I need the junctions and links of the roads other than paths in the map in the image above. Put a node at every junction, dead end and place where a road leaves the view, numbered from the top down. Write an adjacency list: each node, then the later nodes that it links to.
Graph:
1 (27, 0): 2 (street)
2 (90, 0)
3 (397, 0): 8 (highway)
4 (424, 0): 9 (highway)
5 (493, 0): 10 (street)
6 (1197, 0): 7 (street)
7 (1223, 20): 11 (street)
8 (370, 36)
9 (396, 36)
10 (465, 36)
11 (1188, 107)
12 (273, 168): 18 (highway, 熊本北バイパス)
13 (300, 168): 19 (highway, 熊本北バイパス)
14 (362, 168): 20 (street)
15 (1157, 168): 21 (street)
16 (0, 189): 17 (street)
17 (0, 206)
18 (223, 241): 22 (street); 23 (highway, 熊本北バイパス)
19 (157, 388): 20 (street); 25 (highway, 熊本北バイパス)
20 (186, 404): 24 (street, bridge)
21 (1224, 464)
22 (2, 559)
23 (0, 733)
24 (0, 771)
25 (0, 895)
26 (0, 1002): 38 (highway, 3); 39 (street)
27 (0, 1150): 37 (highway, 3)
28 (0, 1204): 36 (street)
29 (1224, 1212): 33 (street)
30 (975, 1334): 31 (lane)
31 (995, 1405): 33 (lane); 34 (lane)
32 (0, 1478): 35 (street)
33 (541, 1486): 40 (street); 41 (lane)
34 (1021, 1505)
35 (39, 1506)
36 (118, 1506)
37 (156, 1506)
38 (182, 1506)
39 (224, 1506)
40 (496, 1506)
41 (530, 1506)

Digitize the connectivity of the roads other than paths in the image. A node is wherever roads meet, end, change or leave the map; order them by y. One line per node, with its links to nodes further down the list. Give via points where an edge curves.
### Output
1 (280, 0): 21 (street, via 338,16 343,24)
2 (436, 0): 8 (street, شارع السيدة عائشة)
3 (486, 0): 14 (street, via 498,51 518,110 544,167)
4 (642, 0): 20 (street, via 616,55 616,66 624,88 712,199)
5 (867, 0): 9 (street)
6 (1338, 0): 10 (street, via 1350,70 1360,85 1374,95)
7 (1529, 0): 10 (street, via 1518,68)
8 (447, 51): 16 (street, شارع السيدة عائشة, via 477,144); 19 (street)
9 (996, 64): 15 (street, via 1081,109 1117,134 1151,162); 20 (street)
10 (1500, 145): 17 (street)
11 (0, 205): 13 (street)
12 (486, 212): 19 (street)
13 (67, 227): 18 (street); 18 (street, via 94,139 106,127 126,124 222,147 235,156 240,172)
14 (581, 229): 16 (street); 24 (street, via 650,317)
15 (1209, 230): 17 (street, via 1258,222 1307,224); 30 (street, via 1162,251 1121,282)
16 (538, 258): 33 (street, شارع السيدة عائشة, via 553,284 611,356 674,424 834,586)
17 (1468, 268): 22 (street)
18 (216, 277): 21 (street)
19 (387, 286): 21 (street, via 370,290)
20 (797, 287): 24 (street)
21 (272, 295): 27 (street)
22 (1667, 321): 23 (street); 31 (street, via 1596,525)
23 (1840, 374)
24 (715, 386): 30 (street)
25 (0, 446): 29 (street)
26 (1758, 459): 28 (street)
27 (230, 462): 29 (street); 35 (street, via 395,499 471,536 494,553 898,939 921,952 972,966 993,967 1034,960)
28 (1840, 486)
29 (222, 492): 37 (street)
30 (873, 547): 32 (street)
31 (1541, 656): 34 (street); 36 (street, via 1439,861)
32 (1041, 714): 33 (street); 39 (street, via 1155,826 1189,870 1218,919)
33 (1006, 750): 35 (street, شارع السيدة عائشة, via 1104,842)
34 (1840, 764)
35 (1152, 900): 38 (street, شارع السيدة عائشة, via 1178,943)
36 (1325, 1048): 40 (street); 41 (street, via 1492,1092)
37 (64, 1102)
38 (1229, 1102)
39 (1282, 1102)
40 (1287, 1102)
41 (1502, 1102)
■ ■ ■ ■ ■
**WHAT YOU HAVE TO DO**:
For the string "lane", count the lines of the preceding listing in which it appears, and report the count alone.

**EXPECTED ANSWER**:
3